[Saved entries]
+++

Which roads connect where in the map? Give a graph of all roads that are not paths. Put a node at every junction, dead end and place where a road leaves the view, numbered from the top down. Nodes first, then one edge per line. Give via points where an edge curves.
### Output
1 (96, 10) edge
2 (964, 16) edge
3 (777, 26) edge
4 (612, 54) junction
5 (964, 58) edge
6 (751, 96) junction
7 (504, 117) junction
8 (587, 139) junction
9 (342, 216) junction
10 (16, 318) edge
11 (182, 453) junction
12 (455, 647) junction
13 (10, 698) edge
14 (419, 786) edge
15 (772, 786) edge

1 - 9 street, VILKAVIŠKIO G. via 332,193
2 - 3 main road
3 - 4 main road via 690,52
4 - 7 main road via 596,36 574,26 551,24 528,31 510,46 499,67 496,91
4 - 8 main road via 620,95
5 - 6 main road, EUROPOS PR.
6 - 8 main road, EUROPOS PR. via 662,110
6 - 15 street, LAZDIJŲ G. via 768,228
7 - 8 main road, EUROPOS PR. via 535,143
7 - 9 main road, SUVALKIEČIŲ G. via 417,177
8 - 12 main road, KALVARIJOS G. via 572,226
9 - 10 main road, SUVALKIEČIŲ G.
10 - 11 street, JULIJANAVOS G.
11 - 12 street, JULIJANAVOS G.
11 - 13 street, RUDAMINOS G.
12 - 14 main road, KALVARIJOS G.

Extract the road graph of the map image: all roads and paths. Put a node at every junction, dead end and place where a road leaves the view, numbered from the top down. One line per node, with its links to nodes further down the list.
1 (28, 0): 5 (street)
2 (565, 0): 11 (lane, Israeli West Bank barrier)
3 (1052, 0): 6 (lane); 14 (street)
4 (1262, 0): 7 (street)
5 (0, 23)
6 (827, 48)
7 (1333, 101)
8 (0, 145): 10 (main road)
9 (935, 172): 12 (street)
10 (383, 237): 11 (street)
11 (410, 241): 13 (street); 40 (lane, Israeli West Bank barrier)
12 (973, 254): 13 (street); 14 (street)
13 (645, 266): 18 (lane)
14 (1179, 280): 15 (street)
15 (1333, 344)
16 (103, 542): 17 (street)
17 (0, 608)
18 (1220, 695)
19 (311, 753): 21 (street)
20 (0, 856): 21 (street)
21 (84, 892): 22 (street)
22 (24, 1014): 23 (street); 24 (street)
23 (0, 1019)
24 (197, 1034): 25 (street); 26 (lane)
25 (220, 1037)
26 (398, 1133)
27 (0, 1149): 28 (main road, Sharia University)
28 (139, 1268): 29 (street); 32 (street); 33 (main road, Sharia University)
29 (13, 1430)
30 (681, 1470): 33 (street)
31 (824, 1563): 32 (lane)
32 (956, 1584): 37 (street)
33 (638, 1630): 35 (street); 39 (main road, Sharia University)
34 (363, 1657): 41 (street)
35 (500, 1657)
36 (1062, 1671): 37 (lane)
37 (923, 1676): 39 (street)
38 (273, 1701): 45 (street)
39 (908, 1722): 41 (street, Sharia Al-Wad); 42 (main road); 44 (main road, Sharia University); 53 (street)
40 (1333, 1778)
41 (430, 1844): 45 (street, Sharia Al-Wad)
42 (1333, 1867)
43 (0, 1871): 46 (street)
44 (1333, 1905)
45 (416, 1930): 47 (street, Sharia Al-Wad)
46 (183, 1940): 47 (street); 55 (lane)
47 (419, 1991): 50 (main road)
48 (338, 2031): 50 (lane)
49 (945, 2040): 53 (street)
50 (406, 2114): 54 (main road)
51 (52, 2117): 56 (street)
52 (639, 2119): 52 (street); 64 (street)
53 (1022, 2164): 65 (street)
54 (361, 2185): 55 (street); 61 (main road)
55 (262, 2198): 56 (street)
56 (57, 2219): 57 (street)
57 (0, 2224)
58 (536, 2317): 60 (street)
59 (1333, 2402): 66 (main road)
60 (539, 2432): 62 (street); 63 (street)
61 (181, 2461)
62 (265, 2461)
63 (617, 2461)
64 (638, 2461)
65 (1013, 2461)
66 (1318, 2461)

+++

Return all of the above records exactly, leaving no line out.

# Exercise result
Which roads connect where in the map? Give a graph of all roads that are not paths. Put a node at every junction, dead end and place where a road leaves the view, numbered from the top down. Nodes first, then one edge per line. Give via points where an edge curves.
### Output
1 (96, 10) edge
2 (964, 16) edge
3 (777, 26) edge
4 (612, 54) junction
5 (964, 58) edge
6 (751, 96) junction
7 (504, 117) junction
8 (587, 139) junction
9 (342, 216) junction
10 (16, 318) edge
11 (182, 453) junction
12 (455, 647) junction
13 (10, 698) edge
14 (419, 786) edge
15 (772, 786) edge

1 - 9 street, VILKAVIŠKIO G. via 332,193
2 - 3 main road
3 - 4 main road via 690,52
4 - 7 main road via 596,36 574,26 551,24 528,31 510,46 499,67 496,91
4 - 8 main road via 620,95
5 - 6 main road, EUROPOS PR.
6 - 8 main road, EUROPOS PR. via 662,110
6 - 15 street, LAZDIJŲ G. via 768,228
7 - 8 main road, EUROPOS PR. via 535,143
7 - 9 main road, SUVALKIEČIŲ G. via 417,177
8 - 12 main road, KALVARIJOS G. via 572,226
9 - 10 main road, SUVALKIEČIŲ G.
10 - 11 street, JULIJANAVOS G.
11 - 12 street, JULIJANAVOS G.
11 - 13 street, RUDAMINOS G.
12 - 14 main road, KALVARIJOS G.

Extract the road graph of the map image: all roads and paths. Put a node at every junction, dead end and place where a road leaves the view, numbered from the top down. One line per node, with its links to nodes further down the list.
1 (28, 0): 5 (street)
2 (565, 0): 11 (lane, Israeli West Bank barrier)
3 (1052, 0): 6 (lane); 14 (street)
4 (1262, 0): 7 (street)
5 (0, 23)
6 (827, 48)
7 (1333, 101)
8 (0, 145): 10 (main road)
9 (935, 172): 12 (street)
10 (383, 237): 11 (street)
11 (410, 241): 13 (street); 40 (lane, Israeli West Bank barrier)
12 (973, 254): 13 (street); 14 (street)
13 (645, 266): 18 (lane)
14 (1179, 280): 15 (street)
15 (1333, 344)
16 (103, 542): 17 (street)
17 (0, 608)
18 (1220, 695)
19 (311, 753): 21 (street)
20 (0, 856): 21 (street)
21 (84, 892): 22 (street)
22 (24, 1014): 23 (street); 24 (street)
23 (0, 1019)
24 (197, 1034): 25 (street); 26 (lane)
25 (220, 1037)
26 (398, 1133)
27 (0, 1149): 28 (main road, Sharia University)
28 (139, 1268): 29 (street); 32 (street); 33 (main road, Sharia University)
29 (13, 1430)
30 (681, 1470): 33 (street)
31 (824, 1563): 32 (lane)
32 (956, 1584): 37 (street)
33 (638, 1630): 35 (street); 39 (main road, Sharia University)
34 (363, 1657): 41 (street)
35 (500, 1657)
36 (1062, 1671): 37 (lane)
37 (923, 1676): 39 (street)
38 (273, 1701): 45 (street)
39 (908, 1722): 41 (street, Sharia Al-Wad); 42 (main road); 44 (main road, Sharia University); 53 (street)
40 (1333, 1778)
41 (430, 1844): 45 (street, Sharia Al-Wad)
42 (1333, 1867)
43 (0, 1871): 46 (street)
44 (1333, 1905)
45 (416, 1930): 47 (street, Sharia Al-Wad)
46 (183, 1940): 47 (street); 55 (lane)
47 (419, 1991): 50 (main road)
48 (338, 2031): 50 (lane)
49 (945, 2040): 53 (street)
50 (406, 2114): 54 (main road)
51 (52, 2117): 56 (street)
52 (639, 2119): 52 (street); 64 (street)
53 (1022, 2164): 65 (street)
54 (361, 2185): 55 (street); 61 (main road)
55 (262, 2198): 56 (street)
56 (57, 2219): 57 (street)
57 (0, 2224)
58 (536, 2317): 60 (street)
59 (1333, 2402): 66 (main road)
60 (539, 2432): 62 (street); 63 (street)
61 (181, 2461)
62 (265, 2461)
63 (617, 2461)
64 (638, 2461)
65 (1013, 2461)
66 (1318, 2461)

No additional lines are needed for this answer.